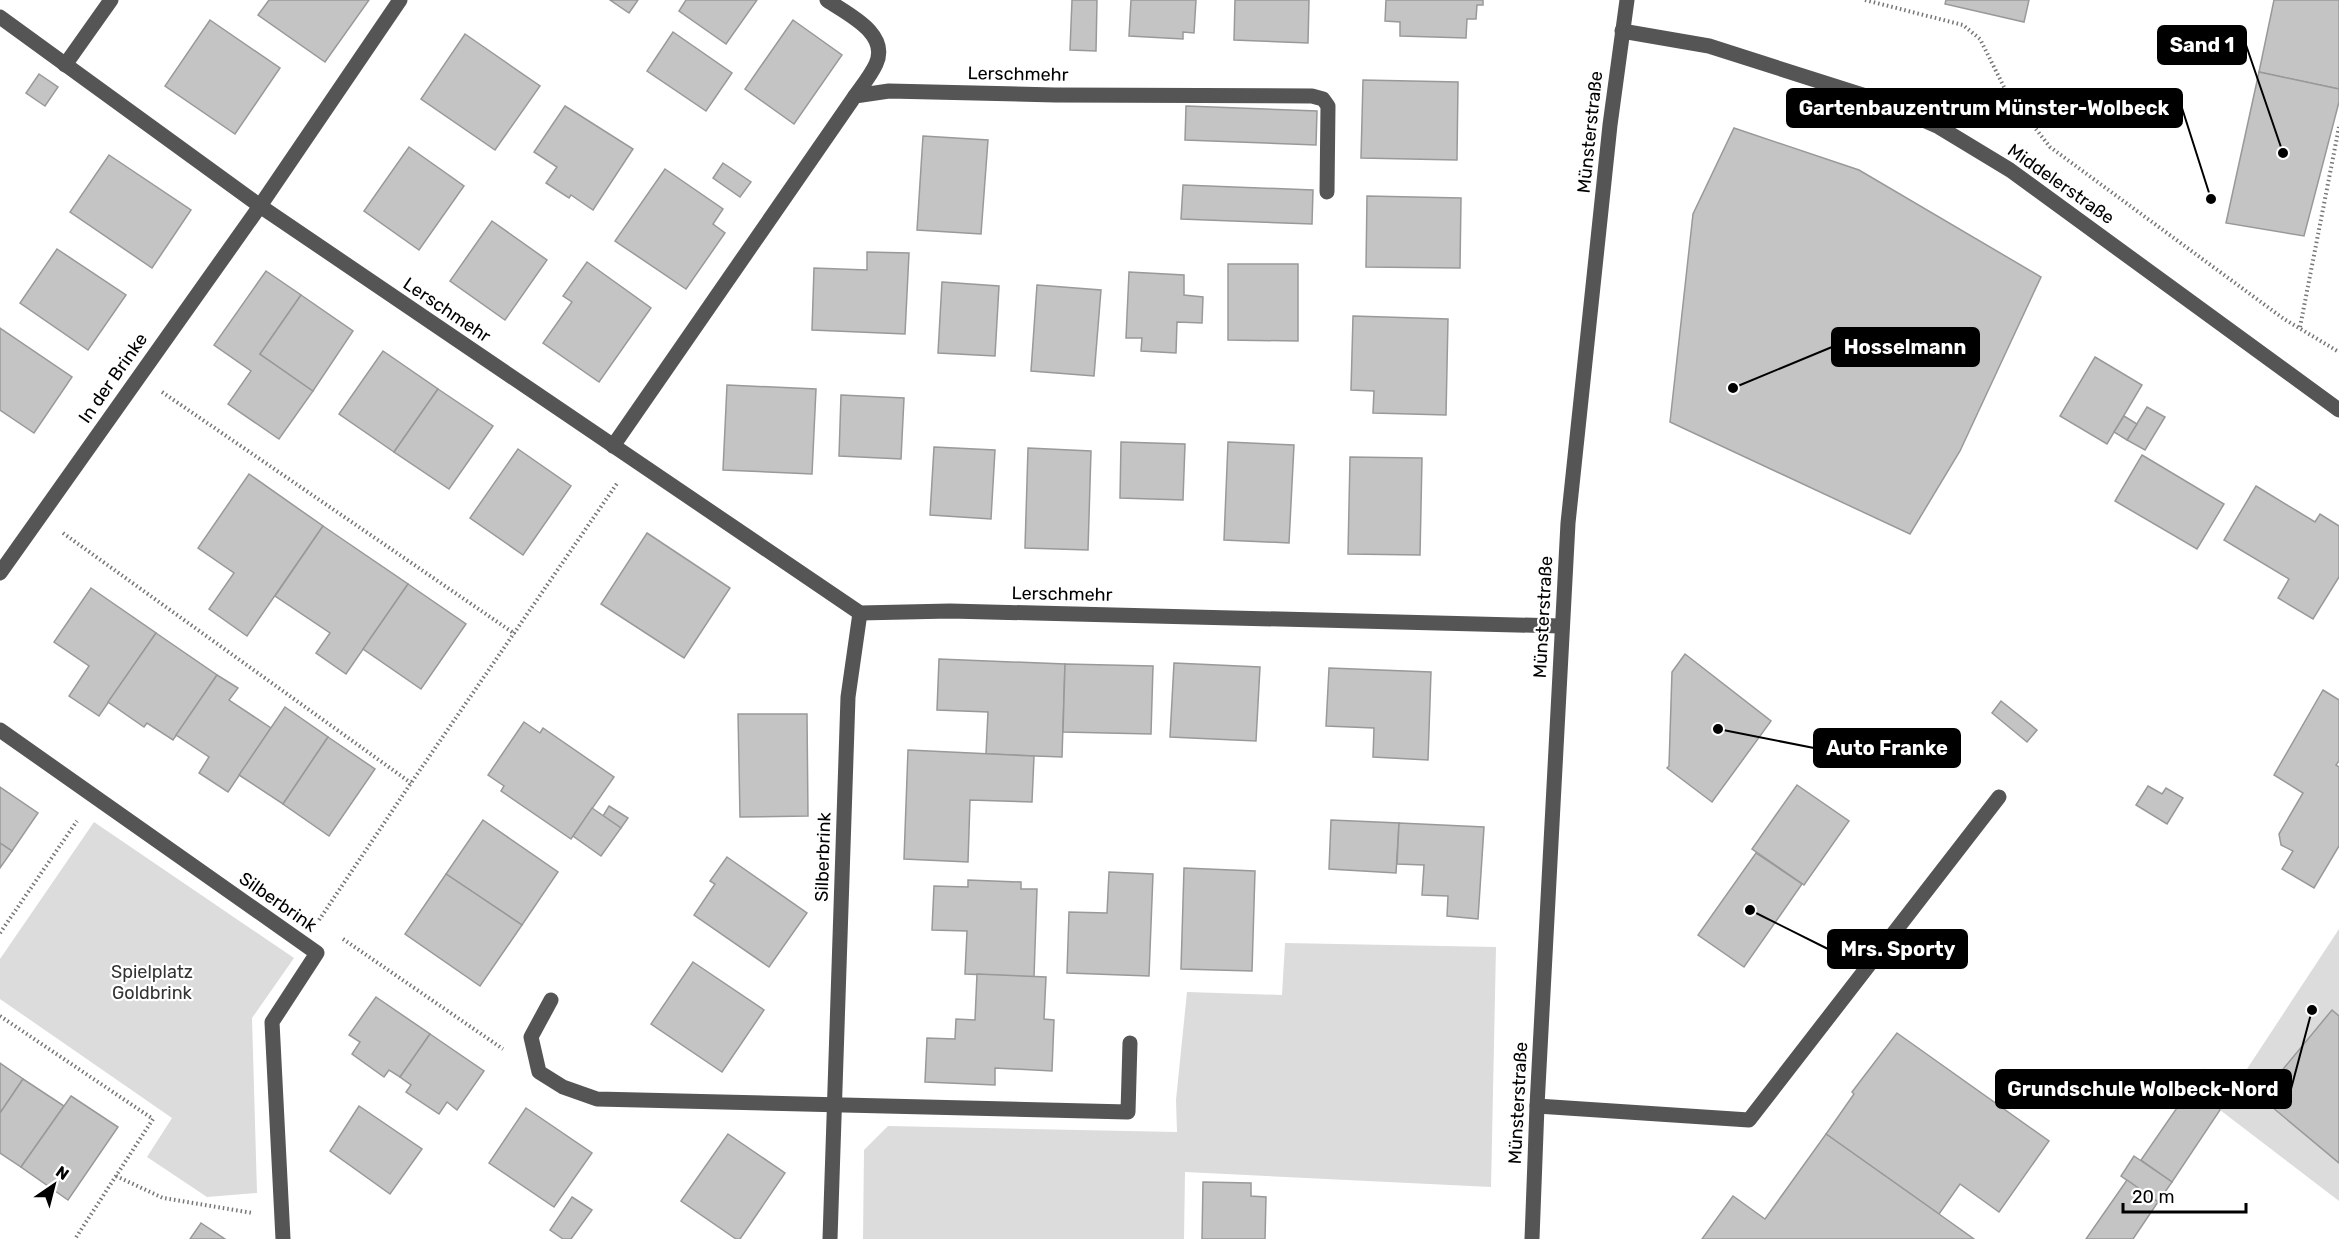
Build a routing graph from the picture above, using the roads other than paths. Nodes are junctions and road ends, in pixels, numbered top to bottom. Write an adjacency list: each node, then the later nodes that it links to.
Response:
1 (111, 0): 7 (street)
2 (400, 0): 10 (street)
3 (827, 0): 8 (street)
4 (1627, 0): 6 (street, Münsterstraße)
5 (0, 17): 7 (street, Lerschmehr)
6 (1622, 31): 11 (street, Middelerstraße); 15 (street, Münsterstraße)
7 (65, 65): 10 (street, Lerschmehr)
8 (855, 96): 9 (street, Lerschmehr); 12 (street)
9 (1327, 192)
10 (260, 206): 12 (street, Lerschmehr); 13 (street, In der Brinke)
11 (2339, 410)
12 (613, 446): 14 (street, Lerschmehr)
13 (0, 573)
14 (860, 613): 15 (street, Lerschmehr); 20 (street, Silberbrink)
15 (1561, 626): 21 (street, Münsterstraße)
16 (0, 730): 22 (street, Silberbrink)
17 (2000, 796): 21 (street)
18 (551, 1000): 20 (street)
19 (1130, 1043): 20 (street)
20 (833, 1104): 23 (street, Silberbrink)
21 (1537, 1106): 24 (street, Münsterstraße)
22 (283, 1239)
23 (830, 1239)
24 (1532, 1239)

◇ ◇ ◇

§ **Work required**: The task requires the full listing to be given again verbatim, without its pictures.

§ **Solution to this task**:
Build a routing graph from the picture above, using the roads other than paths. Nodes are junctions and road ends, in pixels, numbered top to bottom. Write an adjacency list: each node, then the later nodes that it links to.
Response:
1 (111, 0): 7 (street)
2 (400, 0): 10 (street)
3 (827, 0): 8 (street)
4 (1627, 0): 6 (street, Münsterstraße)
5 (0, 17): 7 (street, Lerschmehr)
6 (1622, 31): 11 (street, Middelerstraße); 15 (street, Münsterstraße)
7 (65, 65): 10 (street, Lerschmehr)
8 (855, 96): 9 (street, Lerschmehr); 12 (street)
9 (1327, 192)
10 (260, 206): 12 (street, Lerschmehr); 13 (street, In der Brinke)
11 (2339, 410)
12 (613, 446): 14 (street, Lerschmehr)
13 (0, 573)
14 (860, 613): 15 (street, Lerschmehr); 20 (street, Silberbrink)
15 (1561, 626): 21 (street, Münsterstraße)
16 (0, 730): 22 (street, Silberbrink)
17 (2000, 796): 21 (street)
18 (551, 1000): 20 (street)
19 (1130, 1043): 20 (street)
20 (833, 1104): 23 (street, Silberbrink)
21 (1537, 1106): 24 (street, Münsterstraße)
22 (283, 1239)
23 (830, 1239)
24 (1532, 1239)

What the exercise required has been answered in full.